··· Raw data

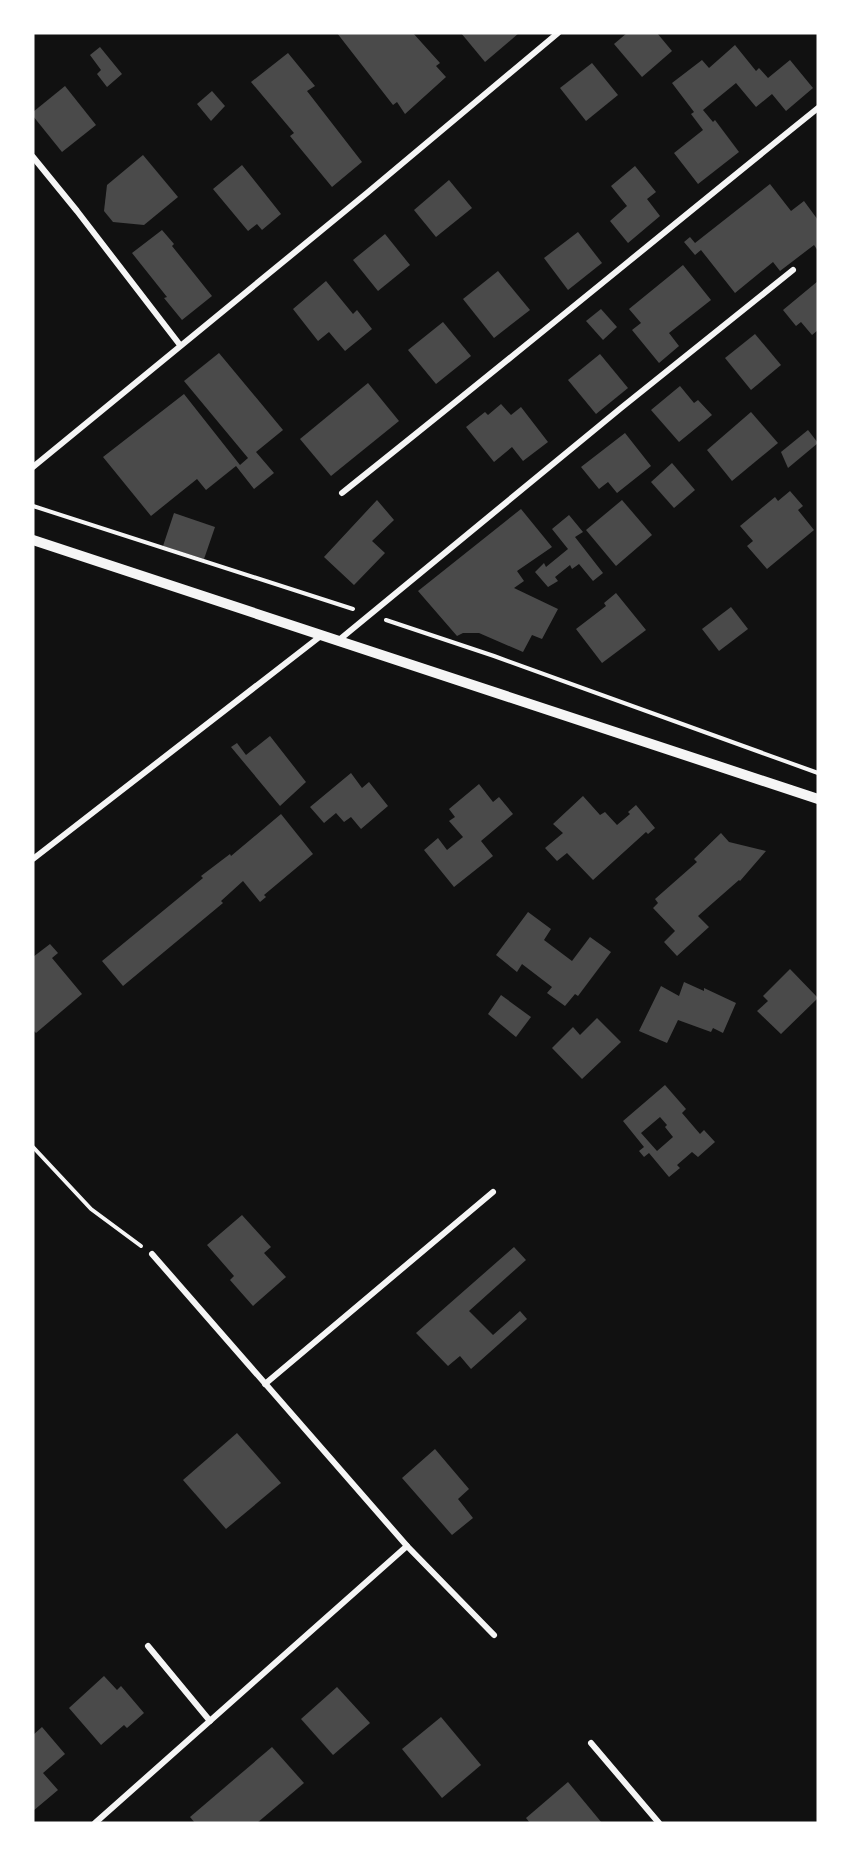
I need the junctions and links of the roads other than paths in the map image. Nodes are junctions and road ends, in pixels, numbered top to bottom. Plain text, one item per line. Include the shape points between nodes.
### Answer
1 (558, 33) edge
2 (818, 108) edge
3 (33, 157) edge
4 (793, 270) dead end
5 (180, 345) junction
6 (33, 466) edge
7 (342, 493) dead end
8 (33, 540) edge
9 (322, 635) junction
10 (339, 640) junction
11 (818, 799) edge
12 (33, 859) edge
13 (493, 1192) dead end
14 (152, 1254) road end
15 (265, 1384) junction
16 (407, 1546) junction
17 (494, 1635) dead end
18 (148, 1646) dead end
19 (210, 1721) junction
20 (591, 1743) dead end
21 (95, 1823) edge
22 (659, 1823) edge

1 - 5 street
2 - 7 street
3 - 5 street
4 - 10 street
5 - 6 street
8 - 9 street
9 - 10 street
9 - 12 street
10 - 11 street
13 - 15 street
14 - 15 street
15 - 16 street
16 - 17 street
16 - 19 street
18 - 19 street
19 - 21 street
20 - 22 street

······

Required work: Please output the material as written, apart from the images.

Solution to the exercise:
I need the junctions and links of the roads other than paths in the map image. Nodes are junctions and road ends, in pixels, numbered top to bottom. Plain text, one item per line. Include the shape points between nodes.
### Answer
1 (558, 33) edge
2 (818, 108) edge
3 (33, 157) edge
4 (793, 270) dead end
5 (180, 345) junction
6 (33, 466) edge
7 (342, 493) dead end
8 (33, 540) edge
9 (322, 635) junction
10 (339, 640) junction
11 (818, 799) edge
12 (33, 859) edge
13 (493, 1192) dead end
14 (152, 1254) road end
15 (265, 1384) junction
16 (407, 1546) junction
17 (494, 1635) dead end
18 (148, 1646) dead end
19 (210, 1721) junction
20 (591, 1743) dead end
21 (95, 1823) edge
22 (659, 1823) edge

1 - 5 street
2 - 7 street
3 - 5 street
4 - 10 street
5 - 6 street
8 - 9 street
9 - 10 street
9 - 12 street
10 - 11 street
13 - 15 street
14 - 15 street
15 - 16 street
16 - 17 street
16 - 19 street
18 - 19 street
19 - 21 street
20 - 22 street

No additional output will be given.